▶ REQUIRED ACTION:
Of the lines in the data below, write out exactly those from the one holding "M1142 181 1149 189 1131 203 1125 195Z" through the one holding "M720 1295 745", both included.
(MATERIAL FOR THIS TASK)
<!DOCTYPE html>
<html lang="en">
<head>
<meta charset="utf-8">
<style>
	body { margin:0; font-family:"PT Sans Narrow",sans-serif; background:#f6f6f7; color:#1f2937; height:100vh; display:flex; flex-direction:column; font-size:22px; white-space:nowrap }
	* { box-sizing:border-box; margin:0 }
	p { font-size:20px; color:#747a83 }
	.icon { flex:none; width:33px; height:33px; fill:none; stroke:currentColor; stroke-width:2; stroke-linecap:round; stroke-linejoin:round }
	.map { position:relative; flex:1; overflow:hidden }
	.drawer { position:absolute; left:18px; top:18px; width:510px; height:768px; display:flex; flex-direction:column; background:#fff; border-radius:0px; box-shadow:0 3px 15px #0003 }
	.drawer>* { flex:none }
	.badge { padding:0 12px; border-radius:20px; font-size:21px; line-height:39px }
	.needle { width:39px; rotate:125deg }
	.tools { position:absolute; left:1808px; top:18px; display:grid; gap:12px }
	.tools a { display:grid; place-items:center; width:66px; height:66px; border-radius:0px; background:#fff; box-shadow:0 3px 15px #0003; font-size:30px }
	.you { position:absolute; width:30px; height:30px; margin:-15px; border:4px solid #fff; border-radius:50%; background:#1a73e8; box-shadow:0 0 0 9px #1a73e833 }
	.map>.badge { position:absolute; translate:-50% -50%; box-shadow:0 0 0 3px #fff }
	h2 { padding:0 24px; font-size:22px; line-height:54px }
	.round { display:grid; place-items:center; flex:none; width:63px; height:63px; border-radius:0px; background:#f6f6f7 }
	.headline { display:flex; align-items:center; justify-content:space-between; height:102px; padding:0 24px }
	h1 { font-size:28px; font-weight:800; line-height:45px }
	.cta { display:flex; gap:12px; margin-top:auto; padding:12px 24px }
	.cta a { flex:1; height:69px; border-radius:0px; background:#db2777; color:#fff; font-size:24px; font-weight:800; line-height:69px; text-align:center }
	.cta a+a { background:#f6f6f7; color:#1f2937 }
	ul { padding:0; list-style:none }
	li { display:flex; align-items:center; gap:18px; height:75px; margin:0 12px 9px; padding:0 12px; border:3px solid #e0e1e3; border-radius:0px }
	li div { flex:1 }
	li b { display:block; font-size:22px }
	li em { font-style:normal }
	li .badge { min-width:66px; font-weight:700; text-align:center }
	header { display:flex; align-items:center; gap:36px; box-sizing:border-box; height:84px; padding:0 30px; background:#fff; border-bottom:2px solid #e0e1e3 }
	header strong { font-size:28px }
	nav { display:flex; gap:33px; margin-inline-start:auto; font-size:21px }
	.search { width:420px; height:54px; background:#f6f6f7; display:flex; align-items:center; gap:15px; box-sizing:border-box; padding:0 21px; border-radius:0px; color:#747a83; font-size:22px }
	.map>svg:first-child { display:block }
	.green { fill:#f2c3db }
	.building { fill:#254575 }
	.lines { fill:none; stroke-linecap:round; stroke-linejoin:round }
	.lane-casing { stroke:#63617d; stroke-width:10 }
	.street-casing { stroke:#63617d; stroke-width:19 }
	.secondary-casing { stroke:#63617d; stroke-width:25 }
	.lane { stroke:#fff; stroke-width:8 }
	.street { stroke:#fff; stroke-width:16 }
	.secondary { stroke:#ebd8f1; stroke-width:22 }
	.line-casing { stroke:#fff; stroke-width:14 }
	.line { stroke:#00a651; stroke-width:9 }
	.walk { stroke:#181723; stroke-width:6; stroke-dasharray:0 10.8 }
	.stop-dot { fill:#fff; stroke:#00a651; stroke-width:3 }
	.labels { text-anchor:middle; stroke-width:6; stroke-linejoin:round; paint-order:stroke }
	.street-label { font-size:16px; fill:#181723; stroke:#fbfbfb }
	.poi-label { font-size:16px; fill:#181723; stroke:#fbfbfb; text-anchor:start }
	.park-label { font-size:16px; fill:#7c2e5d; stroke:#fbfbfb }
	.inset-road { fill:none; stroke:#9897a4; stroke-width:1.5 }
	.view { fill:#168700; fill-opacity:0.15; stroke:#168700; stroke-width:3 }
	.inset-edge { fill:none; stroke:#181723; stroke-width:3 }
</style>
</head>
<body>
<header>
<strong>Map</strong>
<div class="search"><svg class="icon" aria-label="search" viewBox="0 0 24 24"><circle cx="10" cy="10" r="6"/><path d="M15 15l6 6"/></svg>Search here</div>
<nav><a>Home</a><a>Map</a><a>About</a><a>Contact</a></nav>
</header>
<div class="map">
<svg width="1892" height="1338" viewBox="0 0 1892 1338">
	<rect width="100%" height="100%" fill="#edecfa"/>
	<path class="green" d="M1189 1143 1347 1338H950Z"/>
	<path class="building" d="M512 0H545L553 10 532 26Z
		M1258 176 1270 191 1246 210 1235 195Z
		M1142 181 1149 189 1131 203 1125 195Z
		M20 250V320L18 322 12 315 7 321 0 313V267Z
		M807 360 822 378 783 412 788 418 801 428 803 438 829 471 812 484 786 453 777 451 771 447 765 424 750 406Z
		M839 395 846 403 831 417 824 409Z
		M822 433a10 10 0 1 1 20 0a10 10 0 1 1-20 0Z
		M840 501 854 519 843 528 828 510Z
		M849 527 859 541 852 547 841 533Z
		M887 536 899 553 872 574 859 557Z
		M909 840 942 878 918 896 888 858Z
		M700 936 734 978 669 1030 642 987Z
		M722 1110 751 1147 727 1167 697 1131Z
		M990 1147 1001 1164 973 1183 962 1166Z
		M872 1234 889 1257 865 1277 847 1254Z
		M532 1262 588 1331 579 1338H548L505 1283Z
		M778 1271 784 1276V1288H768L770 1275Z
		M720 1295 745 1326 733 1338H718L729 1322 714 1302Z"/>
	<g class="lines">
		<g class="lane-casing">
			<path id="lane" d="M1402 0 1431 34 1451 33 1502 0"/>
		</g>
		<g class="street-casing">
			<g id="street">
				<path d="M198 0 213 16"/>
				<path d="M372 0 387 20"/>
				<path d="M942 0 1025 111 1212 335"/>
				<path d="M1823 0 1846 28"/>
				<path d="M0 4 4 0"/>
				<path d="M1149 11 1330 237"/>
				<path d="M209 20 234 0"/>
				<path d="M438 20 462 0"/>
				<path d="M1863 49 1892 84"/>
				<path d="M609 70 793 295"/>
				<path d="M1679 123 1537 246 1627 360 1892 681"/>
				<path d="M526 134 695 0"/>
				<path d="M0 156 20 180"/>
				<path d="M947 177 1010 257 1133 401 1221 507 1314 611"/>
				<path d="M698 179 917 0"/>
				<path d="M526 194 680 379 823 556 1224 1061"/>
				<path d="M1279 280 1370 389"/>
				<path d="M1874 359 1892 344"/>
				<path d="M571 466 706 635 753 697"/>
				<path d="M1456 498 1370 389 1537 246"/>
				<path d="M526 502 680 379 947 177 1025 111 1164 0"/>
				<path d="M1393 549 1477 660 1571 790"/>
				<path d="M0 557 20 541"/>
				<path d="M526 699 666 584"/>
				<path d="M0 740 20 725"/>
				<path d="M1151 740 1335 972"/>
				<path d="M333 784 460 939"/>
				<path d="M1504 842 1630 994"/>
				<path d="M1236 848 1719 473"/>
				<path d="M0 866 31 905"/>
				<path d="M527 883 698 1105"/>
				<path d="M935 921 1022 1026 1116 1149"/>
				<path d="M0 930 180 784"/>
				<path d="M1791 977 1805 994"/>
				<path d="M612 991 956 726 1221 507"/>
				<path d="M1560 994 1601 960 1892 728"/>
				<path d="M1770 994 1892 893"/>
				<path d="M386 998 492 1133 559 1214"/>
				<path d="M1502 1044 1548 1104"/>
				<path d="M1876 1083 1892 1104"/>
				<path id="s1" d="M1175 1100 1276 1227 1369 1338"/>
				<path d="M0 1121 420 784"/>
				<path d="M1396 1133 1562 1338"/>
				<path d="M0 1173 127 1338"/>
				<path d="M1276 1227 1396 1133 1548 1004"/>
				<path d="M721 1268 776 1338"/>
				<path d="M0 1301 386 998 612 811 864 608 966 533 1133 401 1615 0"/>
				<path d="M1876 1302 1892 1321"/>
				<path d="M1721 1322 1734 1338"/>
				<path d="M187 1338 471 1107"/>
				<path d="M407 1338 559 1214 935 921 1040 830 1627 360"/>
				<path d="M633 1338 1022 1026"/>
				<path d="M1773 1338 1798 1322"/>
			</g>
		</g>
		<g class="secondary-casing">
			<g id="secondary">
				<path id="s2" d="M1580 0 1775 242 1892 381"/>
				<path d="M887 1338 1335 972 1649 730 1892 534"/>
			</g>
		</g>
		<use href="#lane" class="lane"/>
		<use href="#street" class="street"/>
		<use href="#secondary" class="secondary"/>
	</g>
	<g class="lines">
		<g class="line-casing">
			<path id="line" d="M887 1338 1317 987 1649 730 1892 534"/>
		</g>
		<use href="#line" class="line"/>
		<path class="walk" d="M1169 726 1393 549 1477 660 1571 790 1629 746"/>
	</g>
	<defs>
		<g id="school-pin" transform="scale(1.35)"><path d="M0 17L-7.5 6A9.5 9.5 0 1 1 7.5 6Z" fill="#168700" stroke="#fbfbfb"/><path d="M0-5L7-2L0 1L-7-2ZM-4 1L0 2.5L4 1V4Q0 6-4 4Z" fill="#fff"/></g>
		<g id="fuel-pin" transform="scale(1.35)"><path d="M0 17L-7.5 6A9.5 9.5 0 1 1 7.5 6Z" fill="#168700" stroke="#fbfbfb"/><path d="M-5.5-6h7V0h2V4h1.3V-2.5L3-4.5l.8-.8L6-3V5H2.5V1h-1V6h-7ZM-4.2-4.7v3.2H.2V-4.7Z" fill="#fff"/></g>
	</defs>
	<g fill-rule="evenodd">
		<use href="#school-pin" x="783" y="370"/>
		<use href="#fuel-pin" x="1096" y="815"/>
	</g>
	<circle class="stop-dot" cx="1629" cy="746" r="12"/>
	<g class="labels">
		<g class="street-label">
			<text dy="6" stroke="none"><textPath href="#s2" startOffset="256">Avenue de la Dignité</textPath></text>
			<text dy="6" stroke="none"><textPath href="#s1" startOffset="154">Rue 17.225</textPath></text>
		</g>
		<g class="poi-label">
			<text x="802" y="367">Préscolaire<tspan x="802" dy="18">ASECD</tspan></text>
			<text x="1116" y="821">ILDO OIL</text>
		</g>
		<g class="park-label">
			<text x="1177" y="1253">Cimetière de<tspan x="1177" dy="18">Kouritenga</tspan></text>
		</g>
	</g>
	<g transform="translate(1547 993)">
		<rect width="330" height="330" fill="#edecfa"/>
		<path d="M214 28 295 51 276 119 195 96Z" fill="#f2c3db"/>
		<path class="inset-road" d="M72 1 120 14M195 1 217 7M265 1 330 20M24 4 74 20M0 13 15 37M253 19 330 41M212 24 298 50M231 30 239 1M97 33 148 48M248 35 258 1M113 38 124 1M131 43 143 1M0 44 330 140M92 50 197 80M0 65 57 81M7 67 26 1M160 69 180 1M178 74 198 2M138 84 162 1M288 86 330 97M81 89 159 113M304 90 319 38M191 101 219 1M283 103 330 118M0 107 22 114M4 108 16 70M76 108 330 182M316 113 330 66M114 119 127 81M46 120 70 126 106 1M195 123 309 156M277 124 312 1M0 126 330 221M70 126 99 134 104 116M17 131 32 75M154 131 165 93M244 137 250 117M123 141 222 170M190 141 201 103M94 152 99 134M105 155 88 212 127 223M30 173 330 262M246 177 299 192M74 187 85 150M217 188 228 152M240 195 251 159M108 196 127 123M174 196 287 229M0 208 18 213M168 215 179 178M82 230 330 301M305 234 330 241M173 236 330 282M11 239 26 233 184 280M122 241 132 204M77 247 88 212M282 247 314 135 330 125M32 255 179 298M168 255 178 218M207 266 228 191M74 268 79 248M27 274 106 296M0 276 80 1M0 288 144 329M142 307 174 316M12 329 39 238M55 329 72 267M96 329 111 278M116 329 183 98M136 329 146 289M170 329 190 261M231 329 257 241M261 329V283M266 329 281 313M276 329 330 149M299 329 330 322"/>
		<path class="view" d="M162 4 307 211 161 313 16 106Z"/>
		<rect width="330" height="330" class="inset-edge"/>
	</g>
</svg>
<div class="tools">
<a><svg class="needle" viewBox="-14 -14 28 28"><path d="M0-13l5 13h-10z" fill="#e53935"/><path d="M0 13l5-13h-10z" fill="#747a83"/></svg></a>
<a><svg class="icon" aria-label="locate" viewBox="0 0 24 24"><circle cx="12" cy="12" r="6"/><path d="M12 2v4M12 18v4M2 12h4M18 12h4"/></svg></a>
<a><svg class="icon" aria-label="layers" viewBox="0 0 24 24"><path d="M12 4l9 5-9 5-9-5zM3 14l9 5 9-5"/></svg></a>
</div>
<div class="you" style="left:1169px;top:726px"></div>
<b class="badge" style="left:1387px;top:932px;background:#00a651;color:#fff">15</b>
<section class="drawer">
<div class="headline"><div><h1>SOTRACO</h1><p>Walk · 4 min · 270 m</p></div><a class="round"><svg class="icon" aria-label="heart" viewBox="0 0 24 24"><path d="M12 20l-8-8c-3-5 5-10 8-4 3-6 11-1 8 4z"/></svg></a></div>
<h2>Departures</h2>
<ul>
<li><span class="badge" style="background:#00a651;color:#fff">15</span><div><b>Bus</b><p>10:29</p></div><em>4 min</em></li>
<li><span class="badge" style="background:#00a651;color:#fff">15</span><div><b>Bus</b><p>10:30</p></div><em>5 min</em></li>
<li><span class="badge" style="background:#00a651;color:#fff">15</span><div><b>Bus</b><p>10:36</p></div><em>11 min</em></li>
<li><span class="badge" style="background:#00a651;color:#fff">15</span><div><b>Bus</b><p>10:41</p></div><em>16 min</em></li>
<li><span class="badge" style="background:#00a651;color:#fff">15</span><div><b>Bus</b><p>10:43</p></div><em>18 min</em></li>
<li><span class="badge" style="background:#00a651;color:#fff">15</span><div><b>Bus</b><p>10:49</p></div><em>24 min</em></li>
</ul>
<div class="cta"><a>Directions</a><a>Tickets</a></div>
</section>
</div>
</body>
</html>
(End MATERIAL FOR THIS TASK)
▶ SOLUTION TO THIS EXERCISE:
		M1142 181 1149 189 1131 203 1125 195Z
		M20 250V320L18 322 12 315 7 321 0 313V267Z
		M807 360 822 378 783 412 788 418 801 428 803 438 829 471 812 484 786 453 777 451 771 447 765 424 750 406Z
		M839 395 846 403 831 417 824 409Z
		M822 433a10 10 0 1 1 20 0a10 10 0 1 1-20 0Z
		M840 501 854 519 843 528 828 510Z
		M849 527 859 541 852 547 841 533Z
		M887 536 899 553 872 574 859 557Z
		M909 840 942 878 918 896 888 858Z
		M700 936 734 978 669 1030 642 987Z
		M722 1110 751 1147 727 1167 697 1131Z
		M990 1147 1001 1164 973 1183 962 1166Z
		M872 1234 889 1257 865 1277 847 1254Z
		M532 1262 588 1331 579 1338H548L505 1283Z
		M778 1271 784 1276V1288H768L770 1275Z
		M720 1295 745 1326 733 1338H718L729 1322 714 1302Z"/>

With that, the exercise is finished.